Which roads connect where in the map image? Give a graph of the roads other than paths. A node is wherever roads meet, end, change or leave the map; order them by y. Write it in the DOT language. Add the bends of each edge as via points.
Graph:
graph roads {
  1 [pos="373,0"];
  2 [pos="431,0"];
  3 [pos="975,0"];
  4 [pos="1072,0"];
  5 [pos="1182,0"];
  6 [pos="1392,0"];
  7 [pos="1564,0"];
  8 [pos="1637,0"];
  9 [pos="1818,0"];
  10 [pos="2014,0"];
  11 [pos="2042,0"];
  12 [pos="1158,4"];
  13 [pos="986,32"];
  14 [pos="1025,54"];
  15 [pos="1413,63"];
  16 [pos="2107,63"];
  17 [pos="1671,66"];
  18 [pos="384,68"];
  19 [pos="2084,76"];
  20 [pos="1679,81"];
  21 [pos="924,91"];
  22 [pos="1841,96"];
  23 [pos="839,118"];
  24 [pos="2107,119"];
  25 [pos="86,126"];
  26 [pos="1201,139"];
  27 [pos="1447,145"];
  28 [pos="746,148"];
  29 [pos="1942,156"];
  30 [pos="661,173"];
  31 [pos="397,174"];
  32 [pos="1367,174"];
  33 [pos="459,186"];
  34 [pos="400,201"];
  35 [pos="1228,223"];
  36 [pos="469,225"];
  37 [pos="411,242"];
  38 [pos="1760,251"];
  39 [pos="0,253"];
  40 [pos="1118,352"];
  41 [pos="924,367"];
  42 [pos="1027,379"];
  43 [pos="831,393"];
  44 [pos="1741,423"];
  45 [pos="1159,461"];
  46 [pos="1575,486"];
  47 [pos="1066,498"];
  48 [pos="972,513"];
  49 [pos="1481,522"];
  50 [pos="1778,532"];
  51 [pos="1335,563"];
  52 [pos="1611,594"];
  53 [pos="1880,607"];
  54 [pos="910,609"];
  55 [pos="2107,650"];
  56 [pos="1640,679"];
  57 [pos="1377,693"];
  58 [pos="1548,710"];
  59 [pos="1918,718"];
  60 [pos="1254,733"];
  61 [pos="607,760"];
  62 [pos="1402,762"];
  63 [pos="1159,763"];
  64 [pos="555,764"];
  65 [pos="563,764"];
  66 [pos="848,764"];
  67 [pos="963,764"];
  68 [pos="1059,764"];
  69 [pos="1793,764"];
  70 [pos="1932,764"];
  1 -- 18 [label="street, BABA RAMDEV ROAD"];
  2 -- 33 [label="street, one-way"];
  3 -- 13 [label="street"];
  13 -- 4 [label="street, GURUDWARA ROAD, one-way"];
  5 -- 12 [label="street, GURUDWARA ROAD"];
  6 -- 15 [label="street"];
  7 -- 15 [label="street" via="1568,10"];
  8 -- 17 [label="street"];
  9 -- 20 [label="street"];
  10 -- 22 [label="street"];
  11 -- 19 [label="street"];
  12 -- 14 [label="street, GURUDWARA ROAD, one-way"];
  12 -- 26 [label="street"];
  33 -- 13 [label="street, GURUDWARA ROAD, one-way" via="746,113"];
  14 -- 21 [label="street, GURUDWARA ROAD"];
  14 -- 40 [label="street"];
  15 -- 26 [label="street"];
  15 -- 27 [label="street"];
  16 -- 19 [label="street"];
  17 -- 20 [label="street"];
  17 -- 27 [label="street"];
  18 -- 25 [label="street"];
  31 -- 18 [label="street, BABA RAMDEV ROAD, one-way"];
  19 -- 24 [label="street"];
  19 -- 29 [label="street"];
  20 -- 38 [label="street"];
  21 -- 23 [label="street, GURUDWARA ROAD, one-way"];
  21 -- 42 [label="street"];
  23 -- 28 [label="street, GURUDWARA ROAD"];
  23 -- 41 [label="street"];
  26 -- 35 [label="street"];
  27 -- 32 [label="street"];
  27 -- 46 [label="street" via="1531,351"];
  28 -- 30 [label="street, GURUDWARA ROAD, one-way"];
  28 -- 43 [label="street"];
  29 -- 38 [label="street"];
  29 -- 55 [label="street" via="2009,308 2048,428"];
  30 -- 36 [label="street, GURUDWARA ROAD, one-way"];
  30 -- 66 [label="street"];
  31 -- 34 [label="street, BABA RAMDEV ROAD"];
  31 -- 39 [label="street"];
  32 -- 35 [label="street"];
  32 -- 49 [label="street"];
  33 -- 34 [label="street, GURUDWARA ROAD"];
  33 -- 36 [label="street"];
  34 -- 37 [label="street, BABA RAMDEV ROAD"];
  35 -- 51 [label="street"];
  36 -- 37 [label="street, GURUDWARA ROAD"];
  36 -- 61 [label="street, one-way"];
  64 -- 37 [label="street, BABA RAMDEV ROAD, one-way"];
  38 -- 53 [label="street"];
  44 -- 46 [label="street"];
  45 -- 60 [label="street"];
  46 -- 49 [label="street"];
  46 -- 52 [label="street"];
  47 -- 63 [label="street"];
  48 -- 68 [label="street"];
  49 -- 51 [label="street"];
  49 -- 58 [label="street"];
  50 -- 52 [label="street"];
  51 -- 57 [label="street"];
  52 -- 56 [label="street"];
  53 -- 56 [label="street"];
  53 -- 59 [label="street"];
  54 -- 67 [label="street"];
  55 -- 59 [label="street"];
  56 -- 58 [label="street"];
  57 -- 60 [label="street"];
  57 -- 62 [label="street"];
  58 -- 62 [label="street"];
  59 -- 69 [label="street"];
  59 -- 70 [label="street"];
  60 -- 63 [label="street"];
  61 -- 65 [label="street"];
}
--------------------------------------------------
TASK INSTRUCTIONS
Would you filter the records and copy each line that contains the word "RAMDEV"?

TASK SOLUTION
  1 -- 18 [label="street, BABA RAMDEV ROAD"];
  31 -- 18 [label="street, BABA RAMDEV ROAD, one-way"];
  31 -- 34 [label="street, BABA RAMDEV ROAD"];
  34 -- 37 [label="street, BABA RAMDEV ROAD"];
  64 -- 37 [label="street, BABA RAMDEV ROAD, one-way"];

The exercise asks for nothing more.